Under the Primary Duty Rule, a seaman may not recover from his employer for injuries caused by his own failure to perform a duty imposed on him by his employment. And, if a seaman is found to have violated the Rule, his Jones Act negligence and general maritime law unseaworthiness claims can be completely barred. But, the Rule has three limitations: First, the seaman must have consciously assumed the duty as a term of employment. Second, the dangerous condition which injured the seaman must have been created by the seaman or could have been controlled or eliminated solely by the seaman in the proper exercise of his or her employment duties. Finally, the seaman must have knowingly violated a duty consciously assumed as a condition of employment.
By implication, the Rule has three limitations. First, it will not bar a claim of injury arising from the breach of a duty the plaintiff did not consciously assume as a term of his employment. Second, it does not apply where a seaman is injured by a dangerous condition he or she did not create and, in the proper exercise of his or her employment duties, could not have controlled or eliminated. Third, the rule applies only to a knowing violation of a duty consciously assumed as a term of employment.
In Barry v. United States, 2013 U.S. Dist. LEXIS 48915 (N.D. Cal. Apr. 1, 2013), the plaintiff, Stephen Barry, the vessel’s Third Mate, was overseeing a mooring operation at Newport News, Virginia. A stopper line broke.

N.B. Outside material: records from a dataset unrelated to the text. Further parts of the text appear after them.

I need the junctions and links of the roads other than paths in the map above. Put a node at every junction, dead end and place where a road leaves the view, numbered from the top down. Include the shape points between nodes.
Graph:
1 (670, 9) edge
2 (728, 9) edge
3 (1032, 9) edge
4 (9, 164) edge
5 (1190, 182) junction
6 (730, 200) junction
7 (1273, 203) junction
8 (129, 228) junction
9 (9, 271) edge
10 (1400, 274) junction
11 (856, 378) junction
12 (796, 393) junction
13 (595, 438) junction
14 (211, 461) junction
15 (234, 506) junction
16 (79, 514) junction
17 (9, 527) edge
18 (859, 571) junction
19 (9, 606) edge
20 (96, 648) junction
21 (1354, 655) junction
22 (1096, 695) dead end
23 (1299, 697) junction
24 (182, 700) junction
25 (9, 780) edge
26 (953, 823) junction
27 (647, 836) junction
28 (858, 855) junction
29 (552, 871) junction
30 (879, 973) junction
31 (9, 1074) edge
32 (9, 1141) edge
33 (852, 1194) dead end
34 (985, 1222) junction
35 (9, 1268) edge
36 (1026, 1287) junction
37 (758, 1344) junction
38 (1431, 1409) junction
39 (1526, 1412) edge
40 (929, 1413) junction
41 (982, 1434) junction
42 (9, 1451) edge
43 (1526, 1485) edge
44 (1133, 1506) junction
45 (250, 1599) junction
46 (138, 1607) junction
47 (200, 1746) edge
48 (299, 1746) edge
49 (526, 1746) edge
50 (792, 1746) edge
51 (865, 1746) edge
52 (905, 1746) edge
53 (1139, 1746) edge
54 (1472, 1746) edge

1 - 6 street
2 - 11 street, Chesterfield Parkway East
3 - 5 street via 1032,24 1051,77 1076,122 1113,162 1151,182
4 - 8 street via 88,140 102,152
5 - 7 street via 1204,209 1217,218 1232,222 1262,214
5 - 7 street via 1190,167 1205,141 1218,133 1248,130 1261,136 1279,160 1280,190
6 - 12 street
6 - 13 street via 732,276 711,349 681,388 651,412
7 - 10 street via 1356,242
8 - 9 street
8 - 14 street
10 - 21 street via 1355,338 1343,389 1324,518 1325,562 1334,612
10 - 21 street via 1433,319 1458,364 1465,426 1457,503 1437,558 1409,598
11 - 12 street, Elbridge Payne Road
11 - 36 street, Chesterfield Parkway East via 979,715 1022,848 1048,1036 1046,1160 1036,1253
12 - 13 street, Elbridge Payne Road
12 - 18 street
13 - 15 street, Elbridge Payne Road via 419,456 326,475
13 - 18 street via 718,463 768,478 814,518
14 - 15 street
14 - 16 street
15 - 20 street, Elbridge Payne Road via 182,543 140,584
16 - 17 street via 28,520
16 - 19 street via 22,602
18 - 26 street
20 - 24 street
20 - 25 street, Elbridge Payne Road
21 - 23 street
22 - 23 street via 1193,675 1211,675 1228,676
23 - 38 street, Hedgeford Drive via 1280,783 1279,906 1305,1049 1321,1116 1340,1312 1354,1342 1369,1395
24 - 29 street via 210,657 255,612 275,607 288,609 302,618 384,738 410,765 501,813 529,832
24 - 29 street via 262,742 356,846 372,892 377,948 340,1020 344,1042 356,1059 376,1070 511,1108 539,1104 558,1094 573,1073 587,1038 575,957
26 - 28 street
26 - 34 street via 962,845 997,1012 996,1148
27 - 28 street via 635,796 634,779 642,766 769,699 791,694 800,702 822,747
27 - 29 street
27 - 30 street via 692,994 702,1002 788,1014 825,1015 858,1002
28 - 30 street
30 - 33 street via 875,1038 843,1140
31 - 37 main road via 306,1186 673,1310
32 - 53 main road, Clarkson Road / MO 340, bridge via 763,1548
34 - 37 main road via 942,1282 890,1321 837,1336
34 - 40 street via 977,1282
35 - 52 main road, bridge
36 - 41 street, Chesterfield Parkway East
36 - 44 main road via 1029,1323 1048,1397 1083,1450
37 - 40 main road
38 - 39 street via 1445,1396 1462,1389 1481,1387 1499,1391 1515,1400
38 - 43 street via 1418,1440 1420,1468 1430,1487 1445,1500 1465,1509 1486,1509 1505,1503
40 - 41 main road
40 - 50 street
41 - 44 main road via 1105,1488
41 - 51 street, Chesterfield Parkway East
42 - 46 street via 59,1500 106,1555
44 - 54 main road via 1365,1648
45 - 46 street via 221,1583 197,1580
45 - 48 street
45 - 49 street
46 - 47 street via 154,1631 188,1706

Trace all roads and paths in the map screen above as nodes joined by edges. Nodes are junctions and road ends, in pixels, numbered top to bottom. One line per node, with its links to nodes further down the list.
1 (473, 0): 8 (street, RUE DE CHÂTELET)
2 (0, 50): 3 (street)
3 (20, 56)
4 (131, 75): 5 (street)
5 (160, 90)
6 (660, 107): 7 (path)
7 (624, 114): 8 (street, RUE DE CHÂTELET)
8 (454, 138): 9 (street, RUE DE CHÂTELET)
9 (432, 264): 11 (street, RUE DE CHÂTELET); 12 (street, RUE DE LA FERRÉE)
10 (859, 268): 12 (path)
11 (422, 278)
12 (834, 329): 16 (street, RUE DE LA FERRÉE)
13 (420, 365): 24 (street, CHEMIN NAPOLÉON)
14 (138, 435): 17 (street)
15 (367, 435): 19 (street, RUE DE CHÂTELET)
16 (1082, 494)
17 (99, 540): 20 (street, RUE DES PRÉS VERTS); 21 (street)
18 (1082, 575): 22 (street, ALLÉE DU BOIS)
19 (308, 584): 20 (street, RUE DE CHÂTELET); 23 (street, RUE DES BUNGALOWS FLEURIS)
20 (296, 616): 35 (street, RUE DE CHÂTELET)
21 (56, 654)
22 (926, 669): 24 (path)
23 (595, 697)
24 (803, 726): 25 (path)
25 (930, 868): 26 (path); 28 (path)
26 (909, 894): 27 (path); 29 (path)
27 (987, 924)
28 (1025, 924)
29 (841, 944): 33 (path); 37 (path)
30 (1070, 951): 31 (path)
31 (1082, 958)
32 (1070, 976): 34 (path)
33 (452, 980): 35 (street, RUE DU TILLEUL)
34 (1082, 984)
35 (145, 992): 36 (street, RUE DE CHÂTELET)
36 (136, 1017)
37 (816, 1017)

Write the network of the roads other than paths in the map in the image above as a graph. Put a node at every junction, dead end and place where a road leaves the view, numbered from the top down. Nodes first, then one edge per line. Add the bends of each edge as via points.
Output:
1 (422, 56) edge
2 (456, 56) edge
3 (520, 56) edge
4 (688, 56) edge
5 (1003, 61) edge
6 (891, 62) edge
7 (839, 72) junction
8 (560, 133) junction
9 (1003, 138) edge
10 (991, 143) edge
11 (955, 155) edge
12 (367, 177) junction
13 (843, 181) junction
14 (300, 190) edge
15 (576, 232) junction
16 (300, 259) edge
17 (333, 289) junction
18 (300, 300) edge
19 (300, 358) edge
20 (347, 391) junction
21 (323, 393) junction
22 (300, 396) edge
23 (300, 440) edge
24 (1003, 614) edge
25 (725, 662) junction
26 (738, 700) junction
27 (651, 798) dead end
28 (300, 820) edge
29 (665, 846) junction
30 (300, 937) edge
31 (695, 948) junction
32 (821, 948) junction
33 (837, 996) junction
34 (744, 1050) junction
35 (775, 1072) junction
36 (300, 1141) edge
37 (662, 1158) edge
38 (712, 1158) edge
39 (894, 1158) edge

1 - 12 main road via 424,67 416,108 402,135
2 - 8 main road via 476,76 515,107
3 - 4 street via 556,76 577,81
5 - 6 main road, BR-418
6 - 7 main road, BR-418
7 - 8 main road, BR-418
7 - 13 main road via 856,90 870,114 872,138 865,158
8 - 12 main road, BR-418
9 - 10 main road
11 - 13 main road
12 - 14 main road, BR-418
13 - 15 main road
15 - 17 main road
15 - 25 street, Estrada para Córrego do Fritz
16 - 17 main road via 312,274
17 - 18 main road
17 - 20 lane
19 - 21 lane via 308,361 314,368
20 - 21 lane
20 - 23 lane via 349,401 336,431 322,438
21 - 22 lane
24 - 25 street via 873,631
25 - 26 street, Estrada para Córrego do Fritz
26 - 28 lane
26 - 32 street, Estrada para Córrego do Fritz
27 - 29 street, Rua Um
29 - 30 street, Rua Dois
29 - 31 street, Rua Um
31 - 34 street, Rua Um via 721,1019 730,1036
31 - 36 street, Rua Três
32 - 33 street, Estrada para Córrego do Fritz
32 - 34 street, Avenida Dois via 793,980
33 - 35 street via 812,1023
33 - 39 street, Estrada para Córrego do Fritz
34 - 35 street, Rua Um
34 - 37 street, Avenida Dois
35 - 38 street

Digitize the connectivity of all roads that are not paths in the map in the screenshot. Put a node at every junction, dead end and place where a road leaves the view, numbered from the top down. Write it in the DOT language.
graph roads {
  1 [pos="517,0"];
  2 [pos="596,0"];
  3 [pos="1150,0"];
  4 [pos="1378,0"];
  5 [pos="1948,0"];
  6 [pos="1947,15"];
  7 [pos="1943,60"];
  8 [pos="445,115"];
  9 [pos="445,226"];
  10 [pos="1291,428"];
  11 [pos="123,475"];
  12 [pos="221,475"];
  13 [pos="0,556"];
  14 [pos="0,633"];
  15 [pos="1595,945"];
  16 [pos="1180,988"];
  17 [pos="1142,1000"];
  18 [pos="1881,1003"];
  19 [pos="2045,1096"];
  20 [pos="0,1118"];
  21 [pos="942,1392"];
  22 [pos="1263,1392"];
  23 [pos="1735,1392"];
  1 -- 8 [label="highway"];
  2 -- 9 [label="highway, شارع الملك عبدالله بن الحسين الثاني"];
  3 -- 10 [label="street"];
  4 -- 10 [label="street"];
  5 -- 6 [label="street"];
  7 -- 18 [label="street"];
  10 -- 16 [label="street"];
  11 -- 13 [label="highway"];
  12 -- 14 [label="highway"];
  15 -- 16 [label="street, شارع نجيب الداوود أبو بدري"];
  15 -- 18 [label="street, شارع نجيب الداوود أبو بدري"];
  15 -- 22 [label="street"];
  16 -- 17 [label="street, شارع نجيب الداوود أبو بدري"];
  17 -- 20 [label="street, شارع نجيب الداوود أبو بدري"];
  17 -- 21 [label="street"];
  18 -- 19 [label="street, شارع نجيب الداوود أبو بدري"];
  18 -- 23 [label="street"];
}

This caused the mooring line to strike and injure Barry’s left leg. Barry sued for negligence under the Jones Act and, under the general maritime law, for unseaworthiness and maintenance and cure. The Court found the stopper line provided by the defendant “was of insufficient tensile strength to perform the job for which it was intended.”
The Court thus found the defendant liable for Barry’s injury under his Jones Act claim. It held the defendant had a duty to provide Barry with a safe working environment, including adequate equipment to perform his duties, but breached this duty when it supplied Barry with “a stopper too weak to perform the mooring operation in a manner which seamen would customarily expect to be safe. During a mooring operation, a seaman normally would expect a stopper to withstand stress equivalent to one-half of a mooring line’s capacity, in this case 30 tons. The stopper on the Vessel, however, could take only 20 tons before breaking. Defendant and its agents had notice of this dangerous condition because they knew, or should have known, the customary equipment strength requirements. Moreover, Defendant and its agents procured the 1″ stopper nylon line and thus knew, or should have known, of its inadequate strength. Because Defendant negligently provided a stopper that could endure only 20 tons of stress, and not the 30 tons that a reasonable seaman would expect, the stopper failed during the mooring operation when subjected to no more than 24 tons of tension. This failure caused the mooring line to strike and injure Plaintiff.”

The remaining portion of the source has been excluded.